"Mubarak, rua. O jogo acabou." Milhares de egípcios, em claro desafio à ordem de recolher obrigatório, apelam à demissão do ditador - Fotografia © Asmaa Waguih - Reuters
LUMENA RAPOSO com PEDRO COSTA GOMES, no Cairo - DIÁRIO DE NOTÍCIAS – 31 janeiro 2011
Voos rasantes de aviões e helicópteros não desmobilizaram os manifestantes anti-Mubarak. O prémio Nobel da Paz El-Baradei juntou-se ao povo e avisou: "Não há retorno para o que começámos."
A polícia egípcia voltou ontem a patrulhar as ruas do Cairo , colaborando com o exército na manutenção da segurança das populações, enquanto o Governo aumentava o período do recolher obrigatório, das 15.00 locais (13.00 em Lisboa) até às 08.00, com efeitos a partir de hoje. Mas os egípcios continuam a ignorar por completo as decisões do poder e a exigir a queda de Hosni Mubarak: ontem mantiveram-se, aos milhares, na Praça da Liberdade, no centro do Cairo, mesmo após o recolher obrigatório ter começado. Confraternizando com os militares, com quem tiravam fotografias - numa prova evidente de que as forças armadas estão a abandonar o apoio antes dado ao Presidente. E escrevendo graffiti nos tanques, com palavras de ordem como "Mubarak, rua. O jogo acabou".
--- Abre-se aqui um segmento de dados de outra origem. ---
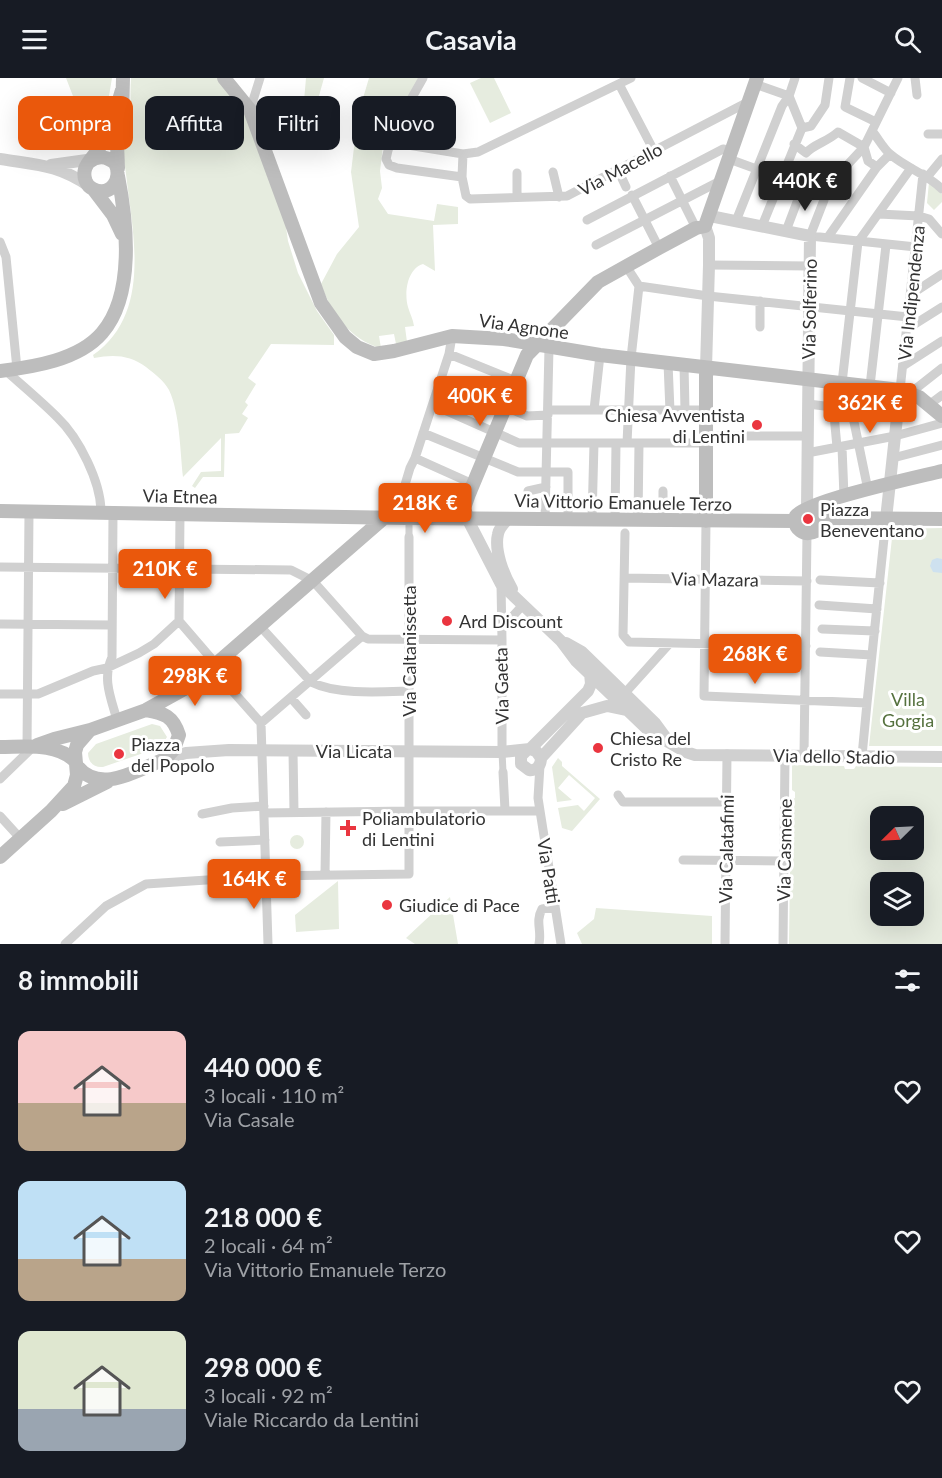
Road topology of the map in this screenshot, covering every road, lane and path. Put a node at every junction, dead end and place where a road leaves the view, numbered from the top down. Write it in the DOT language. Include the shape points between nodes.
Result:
graph roads {
  1 [pos="224,78"];
  2 [pos="260,78"];
  3 [pos="423,78"];
  4 [pos="631,78"];
  5 [pos="795,78"];
  6 [pos="829,78"];
  7 [pos="850,78"];
  8 [pos="862,78"];
  9 [pos="898,78"];
  10 [pos="915,78"];
  11 [pos="756,81"];
  12 [pos="122,84"];
  13 [pos="620,84"];
  14 [pos="891,93"];
  15 [pos="917,95"];
  16 [pos="789,96"];
  17 [pos="748,102"];
  18 [pos="250,110"];
  19 [pos="874,126"];
  20 [pos="802,128"];
  21 [pos="928,134"];
  22 [pos="942,134"];
  23 [pos="794,144"];
  24 [pos="864,147"];
  25 [pos="439,150"];
  26 [pos="654,151"];
  27 [pos="463,154"];
  28 [pos="890,154"];
  29 [pos="731,155"];
  30 [pos="0,159"];
  31 [pos="942,159"];
  32 [pos="92,160"];
  33 [pos="50,166"];
  34 [pos="877,167"];
  35 [pos="911,168"];
  36 [pos="757,169"];
  37 [pos="618,170"];
  38 [pos="118,172"];
  39 [pos="553,172"];
  40 [pos="517,173"];
  41 [pos="926,175"];
  42 [pos="670,176"];
  43 [pos="462,177"];
  44 [pos="781,177"];
  45 [pos="722,180"];
  46 [pos="92,188"];
  47 [pos="942,189"];
  48 [pos="629,191"];
  49 [pos="559,196"];
  50 [pos="517,197"];
  51 [pos="682,200"];
  52 [pos="879,214"];
  53 [pos="919,216"];
  54 [pos="587,220"];
  55 [pos="645,220"];
  56 [pos="736,221"];
  57 [pos="704,223"];
  58 [pos="762,226"];
  59 [pos="786,231"];
  60 [pos="942,234"];
  61 [pos="810,237"];
  62 [pos="828,237"];
  63 [pos="0,242"];
  64 [pos="125,242"];
  65 [pos="858,242"];
  66 [pos="596,245"];
  67 [pos="886,245"];
  68 [pos="916,247"];
  69 [pos="659,248"];
  70 [pos="709,264"];
  71 [pos="626,266"];
  72 [pos="810,266"];
  73 [pos="942,274"];
  74 [pos="639,286"];
  75 [pos="910,295"];
  76 [pos="708,296"];
  77 [pos="760,301"];
  78 [pos="809,306"];
  79 [pos="942,307"];
  80 [pos="850,310"];
  81 [pos="878,314"];
  82 [pos="908,317"];
  83 [pos="760,327"];
  84 [pos="907,329"];
  85 [pos="452,336"];
  86 [pos="942,341"];
  87 [pos="543,347"];
  88 [pos="449,354"];
  89 [pos="600,355"];
  90 [pos="631,358"];
  91 [pos="669,363"];
  92 [pos="684,365"];
  93 [pos="903,366"];
  94 [pos="706,368"];
  95 [pos="942,368"];
  96 [pos="8,370"];
  97 [pos="441,379"];
  98 [pos="808,380"];
  99 [pos="516,381"];
  100 [pos="840,383"];
  101 [pos="870,387"];
  102 [pos="905,392"];
  103 [pos="942,395"];
  104 [pos="808,404"];
  105 [pos="433,405"];
  106 [pos="505,406"];
  107 [pos="833,407"];
  108 [pos="852,409"];
  109 [pos="594,410"];
  110 [pos="627,410"];
  111 [pos="685,410"];
  112 [pos="670,411"];
  113 [pos="548,413"];
  114 [pos="706,414"];
  115 [pos="939,414"];
  116 [pos="898,415"];
  117 [pos="495,432"];
  118 [pos="423,433"];
  119 [pos="808,436"];
  120 [pos="896,436"];
  121 [pos="706,439"];
  122 [pos="594,442"];
  123 [pos="547,443"];
  124 [pos="616,443"];
  125 [pos="627,443"];
  126 [pos="639,443"];
  127 [pos="858,443"];
  128 [pos="942,445"];
  129 [pos="839,447"];
  130 [pos="807,453"];
  131 [pos="415,458"];
  132 [pos="483,458"];
  133 [pos="893,458"];
  134 [pos="546,471"];
  135 [pos="942,471"];
  136 [pos="473,484"];
  137 [pos="890,484"];
  138 [pos="546,487"];
  139 [pos="867,490"];
  140 [pos="528,491"];
  141 [pos="663,491"];
  142 [pos="844,496"];
  143 [pos="0,511"];
  144 [pos="29,512"];
  145 [pos="107,512"];
  146 [pos="812,512"];
  147 [pos="180,514"];
  148 [pos="360,518"];
  149 [pos="396,518"];
  150 [pos="444,518"];
  151 [pos="467,518"];
  152 [pos="508,519"];
  153 [pos="544,519"];
  154 [pos="568,519"];
  155 [pos="886,519"];
  156 [pos="942,519"];
  157 [pos="592,520"];
  158 [pos="663,520"];
  159 [pos="706,521"];
  160 [pos="795,521"];
  161 [pos="626,523"];
  162 [pos="366,534"];
  163 [pos="409,537"];
  164 [pos="478,541"];
  165 [pos="807,541"];
  166 [pos="0,567"];
  167 [pos="29,567"];
  168 [pos="112,568"];
  169 [pos="179,569"];
  170 [pos="624,578"];
  171 [pos="706,579"];
  172 [pos="820,580"];
  173 [pos="313,581"];
  174 [pos="807,581"];
  175 [pos="880,583"];
  176 [pos="501,584"];
  177 [pos="819,604"];
  178 [pos="522,606"];
  179 [pos="877,609"];
  180 [pos="179,621"];
  181 [pos="0,624"];
  182 [pos="28,624"];
  183 [pos="111,625"];
  184 [pos="260,625"];
  185 [pos="502,628"];
  186 [pos="822,630"];
  187 [pos="875,631"];
  188 [pos="362,636"];
  189 [pos="409,639"];
  190 [pos="502,640"];
  191 [pos="670,643"];
  192 [pos="704,644"];
  193 [pos="806,646"];
  194 [pos="820,652"];
  195 [pos="872,655"];
  196 [pos="214,666"];
  197 [pos="107,668"];
  198 [pos="595,671"];
  199 [pos="311,682"];
  200 [pos="606,682"];
  201 [pos="193,684"];
  202 [pos="588,690"];
  203 [pos="409,691"];
  204 [pos="0,694"];
  205 [pos="27,694"];
  206 [pos="291,698"];
  207 [pos="868,698"];
  208 [pos="617,700"];
  209 [pos="805,700"];
  210 [pos="146,710"];
  211 [pos="582,713"];
  212 [pos="306,715"];
  213 [pos="117,720"];
  214 [pos="261,723"];
  215 [pos="90,730"];
  216 [pos="178,730"];
  217 [pos="670,744"];
  218 [pos="0,747"];
  219 [pos="30,747"];
  220 [pos="262,750"];
  221 [pos="205,751"];
  222 [pos="293,751"];
  223 [pos="409,751"];
  224 [pos="502,752"];
  225 [pos="727,754"];
  226 [pos="785,755"];
  227 [pos="804,755"];
  228 [pos="862,756"];
  229 [pos="526,757"];
  230 [pos="942,757"];
  231 [pos="165,759"];
  232 [pos="541,762"];
  233 [pos="76,764"];
  234 [pos="503,772"];
  235 [pos="0,779"];
  236 [pos="108,781"];
  237 [pos="618,795"];
  238 [pos="538,798"];
  239 [pos="726,802"];
  240 [pos="264,810"];
  241 [pos="505,810"];
  242 [pos="51,811"];
  243 [pos="409,811"];
  244 [pos="540,811"];
  245 [pos="294,812"];
  246 [pos="326,812"];
  247 [pos="202,814"];
  248 [pos="0,816"];
  249 [pos="20,838"];
  250 [pos="265,840"];
  251 [pos="220,842"];
  252 [pos="0,857"];
  253 [pos="683,860"];
  254 [pos="726,861"];
  255 [pos="784,861"];
  256 [pos="325,874"];
  257 [pos="266,876"];
  258 [pos="555,907"];
  259 [pos="65,944"];
  260 [pos="268,944"];
  261 [pos="539,944"];
  262 [pos="561,944"];
  263 [pos="725,944"];
  264 [pos="783,944"];
  1 -- 18 [label="main road, Via Agnone"];
  2 -- 18 [label="street"];
  3 -- 43 [label="street" via="390,139 386,159 397,168"];
  4 -- 13 [label="street"];
  5 -- 16 [label="street"];
  6 -- 20 [label="street" via="825,105 811,126"];
  7 -- 19 [label="street" via="845,107"];
  8 -- 14 [label="street"];
  9 -- 14 [label="street"];
  10 -- 15 [label="street"];
  11 -- 16 [label="street"];
  11 -- 17 [label="main road"];
  12 -- 32 [label="main road" via="111,126"];
  12 -- 38 [label="main road"];
  13 -- 26 [label="street"];
  13 -- 27 [label="street" via="478,152"];
  14 -- 19 [label="street"];
  16 -- 20 [label="street"];
  16 -- 36 [label="street"];
  17 -- 26 [label="street, Via Macello"];
  17 -- 29 [label="main road"];
  18 -- 85 [label="main road, Via Agnone" via="321,303 345,337 374,354"];
  19 -- 24 [label="street"];
  19 -- 28 [label="street"];
  20 -- 23 [label="street"];
  21 -- 22 [label="street"];
  23 -- 24 [label="street" via="806,153 838,132"];
  23 -- 44 [label="street"];
  24 -- 34 [label="street" via="868,161"];
  24 -- 61 [label="street" via="824,189"];
  25 -- 27 [label="street"];
  26 -- 37 [label="street, Via Macello"];
  27 -- 43 [label="street"];
  28 -- 34 [label="street"];
  28 -- 35 [label="street"];
  29 -- 36 [label="street"];
  29 -- 42 [label="street" via="723,149"];
  29 -- 45 [label="main road"];
  30 -- 33 [label="street"];
  31 -- 41 [label="street"];
  32 -- 33 [label="street"];
  32 -- 38 [label="main road" via="105,157"];
  32 -- 46 [label="main road" via="84,176"];
  33 -- 46 [label="street"];
  34 -- 62 [label="street"];
  35 -- 41 [label="street"];
  35 -- 52 [label="street"];
  36 -- 44 [label="street"];
  36 -- 56 [label="street"];
  37 -- 48 [label="street"];
  37 -- 49 [label="street, Via Macello" via="567,196"];
  38 -- 46 [label="main road" via="110,189"];
  38 -- 64 [label="main road"];
  39 -- 49 [label="street"];
  40 -- 50 [label="street"];
  41 -- 47 [label="street"];
  41 -- 53 [label="street, Via Indipendenza"];
  42 -- 48 [label="street"];
  42 -- 51 [label="street"];
  43 -- 50 [label="street, Via Macello" via="470,199"];
  44 -- 58 [label="street"];
  44 -- 59 [label="street" via="803,186"];
  45 -- 51 [label="street"];
  45 -- 57 [label="main road"];
  46 -- 64 [label="main road" via="113,215"];
  48 -- 54 [label="street"];
  48 -- 55 [label="street"];
  49 -- 50 [label="street, Via Macello"];
  51 -- 55 [label="street"];
  51 -- 57 [label="street"];
  52 -- 53 [label="street"];
  52 -- 65 [label="street"];
  53 -- 60 [label="street" via="929,219"];
  53 -- 68 [label="street, Via Indipendenza"];
  55 -- 66 [label="street"];
  55 -- 69 [label="street"];
  56 -- 57 [label="street"];
  56 -- 58 [label="street"];
  57 -- 69 [label="main road"];
  57 -- 70 [label="street" via="709,238"];
  58 -- 59 [label="street"];
  59 -- 61 [label="street"];
  61 -- 62 [label="street"];
  61 -- 72 [label="street, Via Solferino"];
  62 -- 65 [label="street"];
  63 -- 96 [label="street" via="6,256"];
  64 -- 96 [label="main road" via="119,302 101,334 88,345 51,362"];
  65 -- 67 [label="street"];
  65 -- 80 [label="street"];
  67 -- 68 [label="street"];
  67 -- 81 [label="street"];
  68 -- 75 [label="street, Via Indipendenza"];
  69 -- 71 [label="main road"];
  70 -- 72 [label="street"];
  70 -- 76 [label="street"];
  71 -- 74 [label="street"];
  71 -- 87 [label="main road" via="598,282 552,331"];
  72 -- 78 [label="street, Via Solferino"];
  73 -- 75 [label="street"];
  74 -- 76 [label="street"];
  74 -- 90 [label="street"];
  75 -- 82 [label="street, Via Indipendenza"];
  76 -- 77 [label="street"];
  76 -- 94 [label="street"];
  77 -- 78 [label="street"];
  77 -- 83 [label="street"];
  78 -- 80 [label="street"];
  78 -- 98 [label="street, Via Solferino"];
  79 -- 84 [label="street"];
  80 -- 81 [label="street"];
  80 -- 100 [label="street"];
  81 -- 82 [label="street"];
  81 -- 101 [label="street"];
  82 -- 84 [label="street, Via Indipendenza"];
  84 -- 93 [label="street, Via Indipendenza"];
  85 -- 87 [label="main road, Via Agnone"];
  85 -- 88 [label="street"];
  86 -- 93 [label="street"];
  87 -- 89 [label="main road, Via Agnone"];
  87 -- 99 [label="main road" via="527,355"];
  87 -- 113 [label="street"];
  88 -- 97 [label="street"];
  88 -- 99 [label="street"];
  89 -- 90 [label="main road, Via Agnone"];
  89 -- 109 [label="street"];
  90 -- 91 [label="main road, Via Agnone"];
  90 -- 110 [label="street"];
  91 -- 92 [label="main road, Via Agnone"];
  91 -- 112 [label="street"];
  92 -- 94 [label="main road, Via Agnone"];
  92 -- 111 [label="street"];
  93 -- 102 [label="street, Via Indipendenza"];
  94 -- 98 [label="main road, Via Agnone"];
  94 -- 114 [label="main road"];
  95 -- 102 [label="street"];
  96 -- 145 [label="street" via="59,419 80,448"];
  97 -- 105 [label="street"];
  97 -- 106 [label="street"];
  98 -- 100 [label="main road, Via Agnone"];
  98 -- 104 [label="street, Via Solferino"];
  99 -- 106 [label="main road"];
  100 -- 101 [label="main road, Via Agnone"];
  100 -- 107 [label="street"];
  100 -- 108 [label="street"];
  101 -- 102 [label="main road, Via Agnone"];
  102 -- 115 [label="main road, Via Agnone" via="920,397"];
  102 -- 116 [label="street, Via Indipendenza"];
  103 -- 115 [label="street"];
  104 -- 107 [label="street"];
  104 -- 119 [label="street, Via Solferino"];
  105 -- 117 [label="street"];
  105 -- 118 [label="street"];
  106 -- 113 [label="street" via="527,416"];
  106 -- 117 [label="main road"];
  107 -- 108 [label="street"];
  107 -- 129 [label="street"];
  108 -- 116 [label="street"];
  108 -- 127 [label="street"];
  109 -- 110 [label="street"];
  109 -- 113 [label="street"];
  110 -- 112 [label="street"];
  110 -- 125 [label="street"];
  111 -- 112 [label="street"];
  111 -- 114 [label="street"];
  113 -- 123 [label="street"];
  114 -- 121 [label="main road"];
  115 -- 120 [label="street"];
  116 -- 120 [label="street, Via Indipendenza"];
  117 -- 123 [label="street" via="519,443"];
  117 -- 132 [label="main road"];
  118 -- 131 [label="street"];
  118 -- 132 [label="street"];
  119 -- 121 [label="street"];
  119 -- 130 [label="street, Via Solferino"];
  120 -- 127 [label="street"];
  120 -- 133 [label="street, Via Indipendenza"];
  121 -- 126 [label="street"];
  121 -- 159 [label="main road"];
  122 -- 123 [label="street"];
  122 -- 124 [label="street"];
  122 -- 157 [label="street"];
  123 -- 134 [label="street"];
  124 -- 125 [label="street"];
  124 -- 161 [label="street"];
  125 -- 126 [label="street"];
  126 -- 161 [label="street"];
  127 -- 129 [label="street"];
  127 -- 139 [label="street"];
  128 -- 133 [label="street"];
  129 -- 130 [label="street"];
  129 -- 142 [label="street"];
  130 -- 146 [label="street, Via Solferino" via="807,489"];
  131 -- 136 [label="street"];
  131 -- 149 [label="street"];
  132 -- 134 [label="street" via="518,472"];
  132 -- 136 [label="main road"];
  133 -- 137 [label="street, Via Indipendenza"];
  134 -- 138 [label="street"];
  134 -- 154 [label="street" via="568,472"];
  135 -- 137 [label="main road"];
  136 -- 151 [label="main road" via="464,508"];
  137 -- 139 [label="main road"];
  137 -- 155 [label="street, Via Indipendenza"];
  138 -- 140 [label="street"];
  138 -- 153 [label="street"];
  139 -- 142 [label="main road"];
  141 -- 158 [label="street"];
  142 -- 146 [label="main road" via="829,499"];
  143 -- 144 [label="main road, Via Etnea"];
  144 -- 145 [label="main road, Via Etnea"];
  144 -- 167 [label="street"];
  145 -- 147 [label="main road, Via Etnea"];
  145 -- 168 [label="street"];
  146 -- 155 [label="main road" via="837,518"];
  146 -- 160 [label="main road" via="798,512"];
  146 -- 165 [label="main road" via="819,527"];
  147 -- 148 [label="main road, Via Etnea"];
  147 -- 169 [label="street"];
  148 -- 149 [label="main road, Via Vittorio Emanuele Terzo"];
  148 -- 162 [label="main road"];
  149 -- 150 [label="main road, Via Vittorio Emanuele Terzo"];
  149 -- 162 [label="main road"];
  149 -- 163 [label="street"];
  150 -- 151 [label="main road, Via Vittorio Emanuele Terzo"];
  150 -- 164 [label="street"];
  151 -- 152 [label="main road, Via Vittorio Emanuele Terzo"];
  151 -- 164 [label="street"];
  152 -- 153 [label="main road, Via Vittorio Emanuele Terzo"];
  152 -- 178 [label="street" via="497,537 498,549 510,586"];
  153 -- 154 [label="main road, Via Vittorio Emanuele Terzo"];
  154 -- 157 [label="main road, Via Vittorio Emanuele Terzo"];
  155 -- 156 [label="main road"];
  155 -- 175 [label="street"];
  157 -- 161 [label="main road, Via Vittorio Emanuele Terzo"];
  158 -- 159 [label="main road, Via Vittorio Emanuele Terzo"];
  158 -- 161 [label="main road, Via Vittorio Emanuele Terzo"];
  159 -- 160 [label="main road, Via Vittorio Emanuele Terzo"];
  159 -- 171 [label="street"];
  160 -- 165 [label="main road"];
  161 -- 170 [label="street"];
  162 -- 173 [label="main road"];
  163 -- 189 [label="street, Via Caltanissetta"];
  164 -- 176 [label="street"];
  165 -- 174 [label="street"];
  166 -- 167 [label="street"];
  167 -- 168 [label="street"];
  167 -- 182 [label="street"];
  168 -- 169 [label="street"];
  168 -- 183 [label="street"];
  169 -- 173 [label="street" via="291,570"];
  169 -- 180 [label="street"];
  170 -- 171 [label="street, Via Mazara"];
  170 -- 191 [label="street" via="623,635 629,642"];
  171 -- 174 [label="street, Via Mazara"];
  171 -- 192 [label="street"];
  172 -- 175 [label="street"];
  173 -- 184 [label="main road"];
  173 -- 188 [label="street"];
  174 -- 193 [label="street"];
  175 -- 179 [label="street"];
  176 -- 178 [label="street"];
  176 -- 185 [label="street"];
  177 -- 179 [label="street"];
  178 -- 185 [label="street"];
  178 -- 198 [label="street" via="561,641 582,651"];
  179 -- 187 [label="street"];
  180 -- 196 [label="street"];
  180 -- 197 [label="street" via="147,649"];
  181 -- 182 [label="street"];
  182 -- 183 [label="street"];
  182 -- 205 [label="street"];
  183 -- 197 [label="street" via="112,657"];
  184 -- 196 [label="main road"];
  184 -- 199 [label="street"];
  185 -- 190 [label="street"];
  186 -- 187 [label="street"];
  187 -- 195 [label="street"];
  188 -- 189 [label="street, Via Gaeta"];
  188 -- 199 [label="street"];
  189 -- 190 [label="street, Via Gaeta"];
  189 -- 203 [label="street, Via Caltanissetta"];
  190 -- 224 [label="street, Via Gaeta"];
  191 -- 192 [label="street"];
  191 -- 208 [label="street"];
  192 -- 193 [label="street"];
  192 -- 209 [label="street" via="704,696"];
  193 -- 209 [label="street"];
  194 -- 195 [label="street"];
  195 -- 207 [label="street"];
  196 -- 201 [label="main road"];
  196 -- 214 [label="street"];
  197 -- 205 [label="street" via="38,694"];
  197 -- 213 [label="street"];
  198 -- 200 [label="street"];
  198 -- 202 [label="street"];
  199 -- 203 [label="street" via="367,692"];
  199 -- 206 [label="street"];
  200 -- 202 [label="street"];
  200 -- 208 [label="street"];
  200 -- 211 [label="street"];
  201 -- 210 [label="main road"];
  201 -- 216 [label="main road" via="174,712"];
  202 -- 229 [label="street"];
  203 -- 223 [label="street, Via Caltanissetta"];
  204 -- 205 [label="street"];
  205 -- 219 [label="street"];
  206 -- 212 [label="street"];
  206 -- 214 [label="street"];
  207 -- 209 [label="street"];
  207 -- 228 [label="street"];
  208 -- 211 [label="street"];
  208 -- 217 [label="street, Via dello Stadio" via="649,731"];
  208 -- 217 [label="street" via="655,723"];
  209 -- 227 [label="street"];
  210 -- 213 [label="main road"];
  210 -- 216 [label="main road" via="164,714"];
  211 -- 232 [label="street"];
  213 -- 215 [label="main road"];
  214 -- 220 [label="street"];
  215 -- 219 [label="main road"];
  215 -- 233 [label="main road" via="77,745"];
  216 -- 221 [label="street" via="192,746"];
  216 -- 231 [label="main road" via="174,749"];
  217 -- 225 [label="street, Via dello Stadio" via="695,755"];
  218 -- 219 [label="main road"];
  219 -- 233 [label="main road" via="60,750"];
  219 -- 235 [label="street"];
  220 -- 221 [label="street, Via Licata"];
  220 -- 222 [label="street, Via Licata"];
  220 -- 240 [label="street"];
  221 -- 231 [label="street, Via Licata"];
  222 -- 223 [label="street, Via Licata"];
  222 -- 245 [label="street"];
  223 -- 224 [label="street, Via Licata"];
  223 -- 243 [label="street, Via Caltanissetta"];
  224 -- 229 [label="street, Via Licata"];
  224 -- 234 [label="street"];
  225 -- 226 [label="street, Via dello Stadio"];
  225 -- 239 [label="street, Via Calatafimi"];
  226 -- 227 [label="street, Via dello Stadio"];
  226 -- 255 [label="street, Via Casmene"];
  227 -- 228 [label="street, Via dello Stadio"];
  228 -- 230 [label="street, Via dello Stadio"];
  229 -- 232 [label="street" via="536,751"];
  229 -- 232 [label="street, Via Licata" via="535,770"];
  229 -- 238 [label="street"];
  231 -- 236 [label="main road"];
  232 -- 238 [label="street"];
  233 -- 236 [label="main road" via="90,778"];
  233 -- 242 [label="main road" via="74,786"];
  234 -- 241 [label="street"];
  236 -- 242 [label="main road"];
  237 -- 239 [label="street" via="623,801"];
  238 -- 244 [label="street, Via Patti"];
  239 -- 254 [label="street, Via Calatafimi"];
  240 -- 245 [label="street"];
  240 -- 247 [label="street" via="232,808"];
  240 -- 250 [label="street"];
  241 -- 243 [label="street"];
  241 -- 244 [label="street"];
  242 -- 249 [label="main road"];
  243 -- 246 [label="street"];
  243 -- 256 [label="street, Via Caltanissetta" via="409,874"];
  244 -- 258 [label="street, Via Patti"];
  245 -- 246 [label="street"];
  246 -- 256 [label="street"];
  248 -- 249 [label="street"];
  249 -- 252 [label="main road"];
  250 -- 251 [label="street"];
  250 -- 257 [label="street"];
  253 -- 254 [label="street"];
  254 -- 255 [label="street"];
  254 -- 263 [label="street, Via Calatafimi"];
  255 -- 264 [label="street, Via Casmene"];
  256 -- 257 [label="street"];
  257 -- 259 [label="street" via="146,884 106,906"];
  257 -- 260 [label="street"];
  258 -- 261 [label="street" via="542,909 538,918"];
  258 -- 262 [label="street, Via Patti"];
}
Mas o desafio não ficou por aqui. Já com o recolher obrigatório em pleno, chegava ao local de todos os protestos o homem que a oposição escolheu para dar rosto ao protesto: Mohamed El-Baradei, Prémio Nobel da Paz 2005.
"Não há retorno para o que começámos", disse Baradei à multidão que o aplaudia e o ouviu pedir paciência: "As mudanças vão chegar. Estamos no bom caminho, a nossa força está no nosso número." Exigindo de novo a partida de Mubarak, o Nobel justificou: "Um ditador no poder há 30 anos não pode instaurar a democracia."
Enquanto se intensificavam os contactos diplomáticos entre as várias capitais - Barack Obama falou com todos os líderes da região - para evitar uma derrapagem no Egipto, o regime fazia nova promessa: rever os resultados, contestados, das legislativas de há dois meses. "Tarde de mais", na opinião de muitos analistas. Mubarak, quase a perder o poder que detém desde 1981, esteve ontem reunido com as cúpulas militares. Claramente preocupado.
A classe média, que engrossa as manifestações, tem outra preocupação: a segurança das suas famílias e bens. Há milhares de criminosos à solta na capital egípcia após várias esquadras da polícia terem sido incendiadas e roubadas. E milhares de prisioneiros fugiram de três grandes prisões.
José Nascimento, de 43 anos, é director-geral numa empresa espanhola e vive com a família num condomínio fechado na orla oriental da cidade - Katamea Residence. Até há dias, este era um dos locais mais seguros do Cairo, mas isso mudou completamente na noite de sexta-feira. Criminosos fizeram várias tentativas para entrar e pilhar este condomínio da classe alta.Este português contou ao DN que começou a ouvir tiros no portão de Katamea às 19.30 e os disparos só acabaram às 03.30, o que o levou a refugiar-se com a família no sótão da vivenda. Uma situação suficiente para fazer com que este empresário e a família regressem hoje a Portugal. Apesar de muitos problemas, "o país era seguro com Mubarak", afirma. Ao partir, deixa 14 egípcios sem emprego.
Pedro de Faria é outro português que tem uma empresa no Egipto: está a construir uma nova linha de metro no Cairo e, se o recolher obrigatório prosseguir, 1500 egípcios perderão o trabalho, porque o turno da noite não irá funcionar. Pedro, de 29 anos, é controlador de gestão. Vive na ilha de Zamalek, área rica rodeada pelo Nilo e habitada por muitos europeus. Em frente ao seu apartamento, na outra margem, fica Embaba, um bairro extremamente pobre. Estas duas áreas da cidade estão separadas por uma ponte de 40 metros. A população de Embaba tentou atravessá-la na noite de sexta-feira; a polícia travou-a.
No aeroporto do Cairo, mais caótico que nunca, oito portugueses aguardavam ontem um voo de ligação para Banguecoque que devia ter saído de véspera, queixando-se de falta de informação do consulado português.
O Cairo torna-se especialmente perigoso após o anoitecer, quando se formam milícias populares junto dos edifícios para proteger famílias e bens. Os tanques que foram mobilizados não chegam para patrulhar esta metrópole de 18 milhões de habitantes.